Şapkadan Tavşan Çıkarmak!

 
  Geçtiğimiz hafta kazandığımız Süper Kupa’nın ardından nihayet ligin açılışını yapma zamanı da gelmişti. Son yıllarda oldukça zorlandığımız Sivas deplasmanıyla başlamamız yetmezmiş gibi Semih, Melo, Hamit ve Emre Çolak’ın da olmayışı zaten kısıtlı olan kadro derinliğimizi hepten yok ediyordu. Ancak Hamza Hoca’yı bu da kesmedi. İşleri daha da zorlaştırmak adına Burak Yılmaz’ı yedek bıraktı! Son 5 sezonda ligin uzak ara en çok gol atan oyuncusu, hatta son 3 sezonda Galatasaray’ın uzak ara en çok gol atan oyuncusu Burak Yılmaz’ı hem de… Gerekçesiyse oldukça komikti.
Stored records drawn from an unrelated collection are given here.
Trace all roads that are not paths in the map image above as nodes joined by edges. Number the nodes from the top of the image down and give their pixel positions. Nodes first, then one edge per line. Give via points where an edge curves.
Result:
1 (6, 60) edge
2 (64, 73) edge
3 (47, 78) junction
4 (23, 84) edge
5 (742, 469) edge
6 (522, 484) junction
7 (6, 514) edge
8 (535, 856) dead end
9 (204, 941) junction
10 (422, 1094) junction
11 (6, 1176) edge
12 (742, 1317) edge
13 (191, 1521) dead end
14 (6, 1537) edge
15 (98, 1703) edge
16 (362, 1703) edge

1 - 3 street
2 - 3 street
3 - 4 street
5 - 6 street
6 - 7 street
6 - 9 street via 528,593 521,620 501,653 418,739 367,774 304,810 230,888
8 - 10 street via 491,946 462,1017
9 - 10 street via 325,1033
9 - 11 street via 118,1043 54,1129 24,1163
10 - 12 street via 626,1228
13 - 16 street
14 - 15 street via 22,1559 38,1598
Burak’lı takım savunma anlamında çok zayıf kalıyormuş. Bu zaafiyeti ortadan kaldırmak adına da teknik olarak böylek bir karar almış Hamzaoğlu!

   Burak Yılmaz’ı en çok eleştirenlerden biri benimdir herhalde. Ancak bir gerçek var ki, Galatasaray’ın mevcut kadro yapısında Sneijder’in bile alternatifi vardır fakat Burak Yılmaz’ın yoktur! Yani Burak Yılmaz bu takımın olmazsa olmazıdır. İsterse her maç 25 tane gol kaçırsın, isterse 15 kere ofsayta düşsün, kadroyu yaparken Muslera’yla beraber tahtaya yazılacak ilk isimdir Burak Yılmaz!
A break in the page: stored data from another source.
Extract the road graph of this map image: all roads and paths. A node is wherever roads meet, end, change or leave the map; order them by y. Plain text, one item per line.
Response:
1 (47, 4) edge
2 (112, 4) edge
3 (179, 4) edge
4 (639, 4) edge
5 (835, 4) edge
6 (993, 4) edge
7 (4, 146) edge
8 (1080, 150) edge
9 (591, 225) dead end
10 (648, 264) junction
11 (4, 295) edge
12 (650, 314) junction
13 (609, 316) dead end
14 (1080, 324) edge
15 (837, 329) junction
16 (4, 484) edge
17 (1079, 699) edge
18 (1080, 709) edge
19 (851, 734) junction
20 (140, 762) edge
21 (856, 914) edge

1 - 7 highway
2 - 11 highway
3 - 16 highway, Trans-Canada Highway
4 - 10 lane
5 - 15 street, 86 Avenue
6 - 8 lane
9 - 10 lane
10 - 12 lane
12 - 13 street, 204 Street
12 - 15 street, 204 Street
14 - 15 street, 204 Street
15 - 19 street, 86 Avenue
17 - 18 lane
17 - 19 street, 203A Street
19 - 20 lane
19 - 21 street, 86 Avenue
  Peki Burak’sız Galatasaray maça nasıl başladı? Bilal-Selçuk çift ön libero, önlerinde Sneijder, sağda Olcan, solda Yasin, en uçta da Podolski. Tüm hazırlık maçlarında Yasin’i sağda, Podolski’yi solda düşünüp Olcan’ı hiç hesaba katmayan Hamzaoğlu, o günlerde Burak’lı takımın çok ofansif olacağını hesaba katmamış mıydı peki? Yani dün maçtan 1 saat önce birden bire mi dank etti bazı şeyler? Komik olmayalım lütfen…
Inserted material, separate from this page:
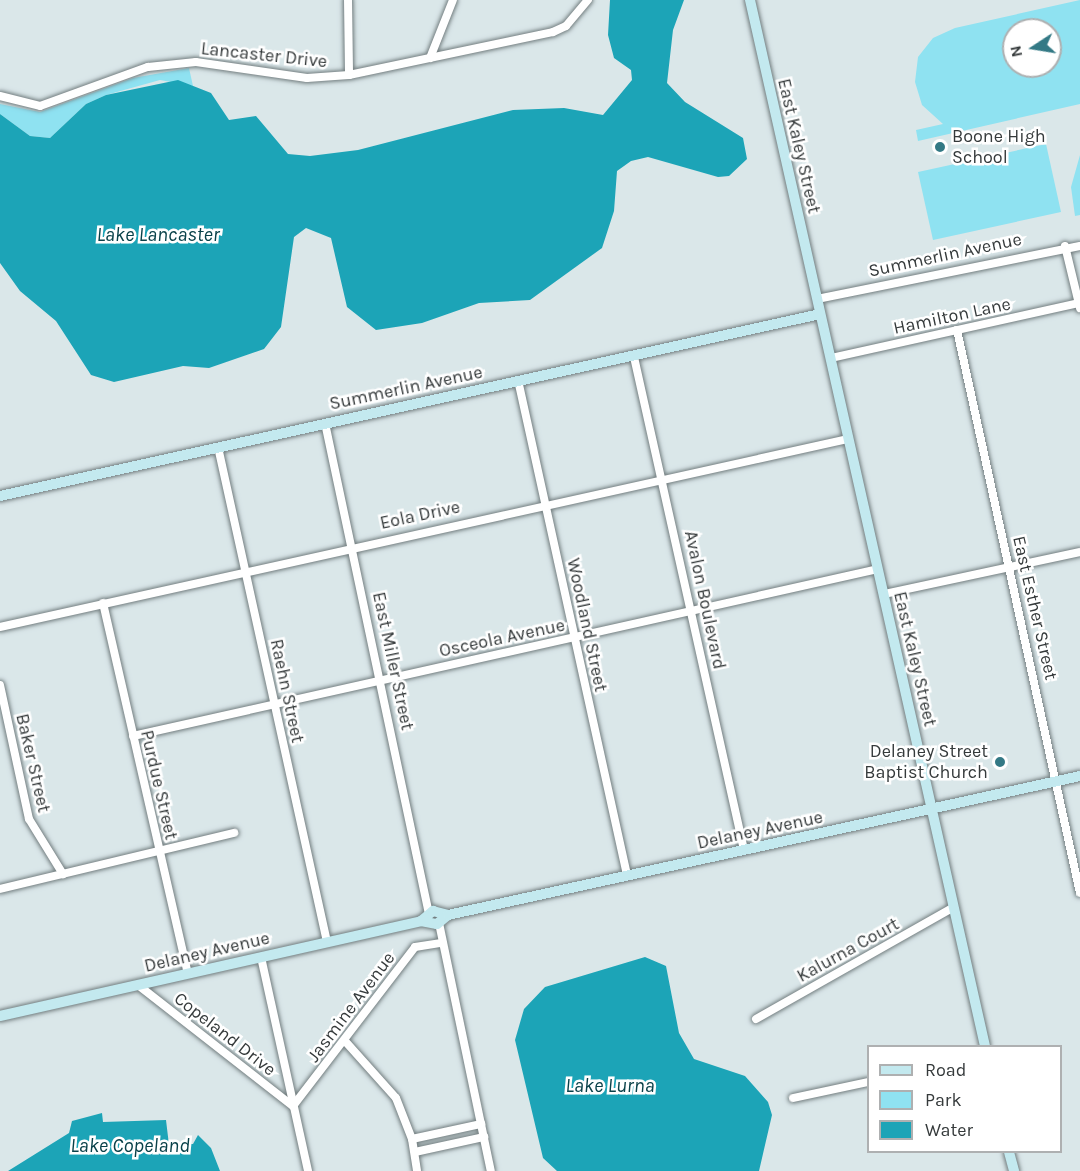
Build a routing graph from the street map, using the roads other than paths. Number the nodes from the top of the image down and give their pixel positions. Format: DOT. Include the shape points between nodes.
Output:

   Sezon başı yorgunluğu, aşırı sıcak hava ve ciddi eksikleri olan kadro bir araya gelince oyuna pek de iyi başlamadık. Aynı şeyleri Sivasspor içinde söyleyebiliriz. Aatıf Chahechouhe’nun bireysel gayretleri dışında herhangi bir hücum planları yok gibiydi. Ne var ki, Chahechouhe’nin yine ferdi yeteneklerini kullanamaya çalıştığı bir esnada aylardır sürekli olarak övdüğümüz Muslera’nın inanılmaz hatası sonucu topu ağlarımızda gördük. Yaklaşık 25 metreden kucağına doğru gelen topu elinin altından kaçırarak takımının geri düşmesine sebebiyet verdi.
   Gelen bu şok gol başta Muslera olmak üzere zaten çok iyi oynayamayan oyuncularımızı tamamen oyundan düşürdü. Devre boyunca sadece duran toplarla tehlike yaratabildik. Onlardan birinde Olcan’la bulduğumuz gol de ofsayt gerekçesiyle geçerli sayılmadı.
   1-0 geriye düşen takımın sahada ‘’golcü’’ denebilecek bir oyuncuya sahip olmayışı işleri iyiden iyiye arap saçına çevirdi. Hamza Hoca sürekli olarak ileri uç elamanlarının yerleriyle oynamaya başladı. Yasin bir sağa geçti bir sola... Santrafor başlayan Podolski önce sol açık oldu, sonra tekrar santrafor, son yine sol açık… En son baktık hücum hattının merkezine Olcan geçti. Yani 9 numara oldu... Özellikle Sabri’nin kanadından Olcan’a yapılan ortalara, bu oyuncumuzun İbrahim Öztürk’le Ümit Kurt gibi 2 tecrübeli stoper arasından çıkıp kafa vurmasını beklemek oldukça trajıkomik bir durumdu… İşte sen durup dururken Burak’ı kesip macera aramaya kalkarsan, çaresizlikten böyle abuk subuk şeyler denemek zorunda kalırsın Hamza Hoca!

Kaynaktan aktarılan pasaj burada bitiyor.